Your task:
Only the lines from the one containing "static void R(double" through the one containing "cairo_font_options_t *options = cairo_font_options_create();" should be printed, exactly as they appear below, with both ends included.

Exercise inputs:

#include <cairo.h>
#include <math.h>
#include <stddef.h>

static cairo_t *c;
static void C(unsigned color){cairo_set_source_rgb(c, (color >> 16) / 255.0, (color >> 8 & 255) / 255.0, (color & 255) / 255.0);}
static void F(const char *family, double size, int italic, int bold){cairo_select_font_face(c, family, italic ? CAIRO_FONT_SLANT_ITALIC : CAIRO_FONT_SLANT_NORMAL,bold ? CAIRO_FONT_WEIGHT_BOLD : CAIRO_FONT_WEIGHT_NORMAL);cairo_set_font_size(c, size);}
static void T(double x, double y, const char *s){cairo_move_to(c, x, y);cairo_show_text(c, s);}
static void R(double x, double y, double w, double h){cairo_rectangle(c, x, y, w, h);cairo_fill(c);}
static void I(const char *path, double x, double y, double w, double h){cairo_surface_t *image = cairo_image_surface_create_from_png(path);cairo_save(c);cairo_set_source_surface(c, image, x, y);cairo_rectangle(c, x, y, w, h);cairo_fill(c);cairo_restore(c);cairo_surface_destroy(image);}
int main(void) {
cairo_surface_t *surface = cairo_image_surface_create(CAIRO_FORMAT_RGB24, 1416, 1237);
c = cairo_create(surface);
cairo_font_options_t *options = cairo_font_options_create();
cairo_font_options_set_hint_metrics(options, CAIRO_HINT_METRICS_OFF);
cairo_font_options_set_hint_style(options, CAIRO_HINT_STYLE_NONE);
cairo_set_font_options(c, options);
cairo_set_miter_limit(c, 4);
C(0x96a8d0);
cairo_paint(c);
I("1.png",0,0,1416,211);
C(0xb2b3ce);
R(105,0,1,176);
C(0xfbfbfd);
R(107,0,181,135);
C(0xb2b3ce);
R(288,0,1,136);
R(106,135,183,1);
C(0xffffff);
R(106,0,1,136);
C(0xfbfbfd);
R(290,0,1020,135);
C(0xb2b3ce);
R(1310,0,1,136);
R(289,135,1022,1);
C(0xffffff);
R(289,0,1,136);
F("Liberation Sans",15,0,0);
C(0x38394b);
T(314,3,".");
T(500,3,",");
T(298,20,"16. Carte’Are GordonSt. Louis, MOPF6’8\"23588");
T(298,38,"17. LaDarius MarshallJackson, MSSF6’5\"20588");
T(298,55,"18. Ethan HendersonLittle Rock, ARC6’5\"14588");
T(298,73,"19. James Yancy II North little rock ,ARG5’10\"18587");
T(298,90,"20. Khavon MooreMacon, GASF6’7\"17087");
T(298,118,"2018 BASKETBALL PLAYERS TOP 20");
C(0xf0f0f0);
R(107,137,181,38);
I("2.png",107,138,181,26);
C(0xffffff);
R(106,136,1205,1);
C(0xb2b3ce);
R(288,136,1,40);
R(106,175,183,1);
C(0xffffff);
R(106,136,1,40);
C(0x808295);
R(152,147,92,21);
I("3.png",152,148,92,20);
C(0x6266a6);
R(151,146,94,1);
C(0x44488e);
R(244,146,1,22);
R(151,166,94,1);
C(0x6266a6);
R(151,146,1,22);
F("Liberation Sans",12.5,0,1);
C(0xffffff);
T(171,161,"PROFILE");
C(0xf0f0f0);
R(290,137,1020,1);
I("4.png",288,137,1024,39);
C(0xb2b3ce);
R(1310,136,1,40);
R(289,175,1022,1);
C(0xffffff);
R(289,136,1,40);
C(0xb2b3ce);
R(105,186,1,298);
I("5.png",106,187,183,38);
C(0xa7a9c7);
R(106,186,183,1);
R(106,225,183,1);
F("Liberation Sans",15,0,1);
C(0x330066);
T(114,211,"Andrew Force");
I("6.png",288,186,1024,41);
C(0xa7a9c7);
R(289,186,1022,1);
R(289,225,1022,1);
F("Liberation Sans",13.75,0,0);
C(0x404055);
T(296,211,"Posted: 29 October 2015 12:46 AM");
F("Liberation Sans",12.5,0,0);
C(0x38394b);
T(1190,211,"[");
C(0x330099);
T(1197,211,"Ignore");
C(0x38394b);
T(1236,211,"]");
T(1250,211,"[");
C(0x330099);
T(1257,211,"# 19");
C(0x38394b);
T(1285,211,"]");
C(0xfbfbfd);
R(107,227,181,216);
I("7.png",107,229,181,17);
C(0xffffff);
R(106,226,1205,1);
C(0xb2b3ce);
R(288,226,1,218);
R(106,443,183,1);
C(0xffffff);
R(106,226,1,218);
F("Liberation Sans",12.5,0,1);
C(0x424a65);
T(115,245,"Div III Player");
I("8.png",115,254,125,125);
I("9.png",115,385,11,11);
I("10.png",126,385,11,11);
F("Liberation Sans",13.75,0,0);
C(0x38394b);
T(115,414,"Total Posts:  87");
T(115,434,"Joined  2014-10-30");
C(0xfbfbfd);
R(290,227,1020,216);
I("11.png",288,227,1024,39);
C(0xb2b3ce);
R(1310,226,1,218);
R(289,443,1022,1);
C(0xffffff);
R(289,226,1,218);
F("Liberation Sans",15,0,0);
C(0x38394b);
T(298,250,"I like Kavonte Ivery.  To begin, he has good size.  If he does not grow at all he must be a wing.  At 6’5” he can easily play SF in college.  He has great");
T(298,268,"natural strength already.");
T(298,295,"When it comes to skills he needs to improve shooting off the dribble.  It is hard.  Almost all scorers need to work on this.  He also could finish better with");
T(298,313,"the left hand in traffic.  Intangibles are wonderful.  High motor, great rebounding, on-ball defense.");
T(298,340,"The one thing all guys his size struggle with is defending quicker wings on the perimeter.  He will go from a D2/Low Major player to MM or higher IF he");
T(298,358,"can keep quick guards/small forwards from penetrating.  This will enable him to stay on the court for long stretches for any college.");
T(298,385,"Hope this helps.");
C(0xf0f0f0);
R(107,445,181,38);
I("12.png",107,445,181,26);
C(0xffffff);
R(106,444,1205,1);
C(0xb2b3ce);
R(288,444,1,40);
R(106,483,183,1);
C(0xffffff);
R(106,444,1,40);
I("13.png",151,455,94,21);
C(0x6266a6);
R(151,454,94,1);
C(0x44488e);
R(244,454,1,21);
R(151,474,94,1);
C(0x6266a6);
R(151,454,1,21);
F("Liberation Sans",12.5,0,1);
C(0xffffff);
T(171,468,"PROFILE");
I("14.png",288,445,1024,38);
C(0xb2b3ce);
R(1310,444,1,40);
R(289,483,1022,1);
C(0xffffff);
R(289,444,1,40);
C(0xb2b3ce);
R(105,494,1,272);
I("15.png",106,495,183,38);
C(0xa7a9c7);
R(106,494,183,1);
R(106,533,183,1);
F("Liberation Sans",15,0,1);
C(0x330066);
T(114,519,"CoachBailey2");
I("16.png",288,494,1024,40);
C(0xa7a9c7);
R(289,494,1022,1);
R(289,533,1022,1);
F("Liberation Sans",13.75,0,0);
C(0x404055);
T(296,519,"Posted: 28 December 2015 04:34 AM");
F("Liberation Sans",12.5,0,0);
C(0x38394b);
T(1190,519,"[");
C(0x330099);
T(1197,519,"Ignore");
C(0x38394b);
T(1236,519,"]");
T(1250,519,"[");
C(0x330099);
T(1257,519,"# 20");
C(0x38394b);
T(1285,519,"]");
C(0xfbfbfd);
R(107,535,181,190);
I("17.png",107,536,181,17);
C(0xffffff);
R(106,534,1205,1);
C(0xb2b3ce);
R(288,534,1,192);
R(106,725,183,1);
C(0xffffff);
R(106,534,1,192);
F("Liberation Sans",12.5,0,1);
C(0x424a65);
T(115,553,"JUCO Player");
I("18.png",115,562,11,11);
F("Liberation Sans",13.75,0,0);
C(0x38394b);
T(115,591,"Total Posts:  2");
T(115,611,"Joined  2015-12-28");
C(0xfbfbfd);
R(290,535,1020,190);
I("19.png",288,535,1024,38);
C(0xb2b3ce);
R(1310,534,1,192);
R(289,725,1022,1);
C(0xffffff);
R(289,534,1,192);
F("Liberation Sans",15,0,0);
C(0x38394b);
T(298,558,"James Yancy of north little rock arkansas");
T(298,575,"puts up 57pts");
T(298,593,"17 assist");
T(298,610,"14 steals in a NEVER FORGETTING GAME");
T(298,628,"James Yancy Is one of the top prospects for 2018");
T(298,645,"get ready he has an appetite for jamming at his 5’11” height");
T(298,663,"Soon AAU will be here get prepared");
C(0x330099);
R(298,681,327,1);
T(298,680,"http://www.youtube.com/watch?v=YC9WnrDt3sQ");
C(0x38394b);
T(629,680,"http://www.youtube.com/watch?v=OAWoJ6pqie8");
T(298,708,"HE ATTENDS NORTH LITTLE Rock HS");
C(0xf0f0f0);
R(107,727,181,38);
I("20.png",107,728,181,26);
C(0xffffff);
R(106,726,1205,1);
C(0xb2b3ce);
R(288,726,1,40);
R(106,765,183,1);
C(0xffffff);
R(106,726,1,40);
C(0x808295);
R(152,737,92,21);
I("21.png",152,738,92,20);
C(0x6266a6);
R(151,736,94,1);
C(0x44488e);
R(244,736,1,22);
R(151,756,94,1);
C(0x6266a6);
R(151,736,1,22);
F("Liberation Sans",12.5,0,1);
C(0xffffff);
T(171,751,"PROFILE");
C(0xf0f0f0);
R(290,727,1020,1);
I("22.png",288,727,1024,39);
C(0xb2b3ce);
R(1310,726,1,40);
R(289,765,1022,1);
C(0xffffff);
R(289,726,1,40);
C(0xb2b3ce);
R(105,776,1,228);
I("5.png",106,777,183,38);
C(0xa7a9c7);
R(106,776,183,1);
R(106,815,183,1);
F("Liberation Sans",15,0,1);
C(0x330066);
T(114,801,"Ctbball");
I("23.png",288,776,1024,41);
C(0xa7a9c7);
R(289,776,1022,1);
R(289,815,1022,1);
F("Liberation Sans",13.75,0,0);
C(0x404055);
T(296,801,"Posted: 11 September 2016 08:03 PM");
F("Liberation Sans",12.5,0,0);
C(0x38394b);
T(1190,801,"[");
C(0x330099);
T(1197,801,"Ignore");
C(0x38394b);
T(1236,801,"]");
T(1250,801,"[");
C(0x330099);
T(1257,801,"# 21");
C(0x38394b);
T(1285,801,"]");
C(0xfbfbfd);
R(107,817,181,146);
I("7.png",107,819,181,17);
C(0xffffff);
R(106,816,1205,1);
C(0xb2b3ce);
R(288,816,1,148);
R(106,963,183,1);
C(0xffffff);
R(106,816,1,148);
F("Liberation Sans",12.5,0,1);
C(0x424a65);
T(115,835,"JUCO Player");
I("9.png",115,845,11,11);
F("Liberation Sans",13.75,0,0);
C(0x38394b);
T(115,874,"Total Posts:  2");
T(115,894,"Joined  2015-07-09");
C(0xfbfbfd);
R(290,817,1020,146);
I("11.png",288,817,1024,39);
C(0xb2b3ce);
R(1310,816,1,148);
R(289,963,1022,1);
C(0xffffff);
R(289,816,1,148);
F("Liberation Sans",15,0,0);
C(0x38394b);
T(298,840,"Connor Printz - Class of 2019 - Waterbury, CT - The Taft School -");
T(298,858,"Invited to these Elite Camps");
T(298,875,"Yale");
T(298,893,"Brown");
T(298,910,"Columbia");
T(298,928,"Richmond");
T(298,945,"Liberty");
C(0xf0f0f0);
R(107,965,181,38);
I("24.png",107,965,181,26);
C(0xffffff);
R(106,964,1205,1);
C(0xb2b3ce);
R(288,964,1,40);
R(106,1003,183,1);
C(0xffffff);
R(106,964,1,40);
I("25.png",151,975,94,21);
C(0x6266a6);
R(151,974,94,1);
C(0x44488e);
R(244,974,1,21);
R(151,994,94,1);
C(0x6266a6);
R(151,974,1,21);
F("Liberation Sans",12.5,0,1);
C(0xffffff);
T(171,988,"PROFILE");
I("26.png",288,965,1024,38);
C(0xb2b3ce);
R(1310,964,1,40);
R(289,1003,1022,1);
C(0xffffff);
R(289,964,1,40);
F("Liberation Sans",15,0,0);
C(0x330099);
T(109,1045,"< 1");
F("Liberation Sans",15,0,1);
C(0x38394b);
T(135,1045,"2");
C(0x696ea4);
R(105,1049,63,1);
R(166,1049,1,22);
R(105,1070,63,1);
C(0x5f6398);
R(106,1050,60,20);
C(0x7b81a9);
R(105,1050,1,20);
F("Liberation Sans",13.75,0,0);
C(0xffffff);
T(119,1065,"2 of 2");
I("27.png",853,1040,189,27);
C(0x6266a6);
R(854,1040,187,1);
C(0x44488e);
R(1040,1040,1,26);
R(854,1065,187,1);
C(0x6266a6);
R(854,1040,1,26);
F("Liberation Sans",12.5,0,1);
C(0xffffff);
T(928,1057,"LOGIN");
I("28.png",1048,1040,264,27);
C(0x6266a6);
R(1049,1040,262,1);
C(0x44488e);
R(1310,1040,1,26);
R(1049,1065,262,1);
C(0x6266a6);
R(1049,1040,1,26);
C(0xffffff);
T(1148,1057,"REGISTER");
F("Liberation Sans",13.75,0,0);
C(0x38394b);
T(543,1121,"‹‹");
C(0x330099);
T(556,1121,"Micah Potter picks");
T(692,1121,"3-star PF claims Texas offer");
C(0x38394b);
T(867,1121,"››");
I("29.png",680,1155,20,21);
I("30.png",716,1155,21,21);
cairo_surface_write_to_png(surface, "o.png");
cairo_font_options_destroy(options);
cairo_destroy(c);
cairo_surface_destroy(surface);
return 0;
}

Written solution:
static void R(double x, double y, double w, double h){cairo_rectangle(c, x, y, w, h);cairo_fill(c);}
static void I(const char *path, double x, double y, double w, double h){cairo_surface_t *image = cairo_image_surface_create_from_png(path);cairo_save(c);cairo_set_source_surface(c, image, x, y);cairo_rectangle(c, x, y, w, h);cairo_fill(c);cairo_restore(c);cairo_surface_destroy(image);}
int main(void) {
cairo_surface_t *surface = cairo_image_surface_create(CAIRO_FORMAT_RGB24, 1416, 1237);
c = cairo_create(surface);
cairo_font_options_t *options = cairo_font_options_create();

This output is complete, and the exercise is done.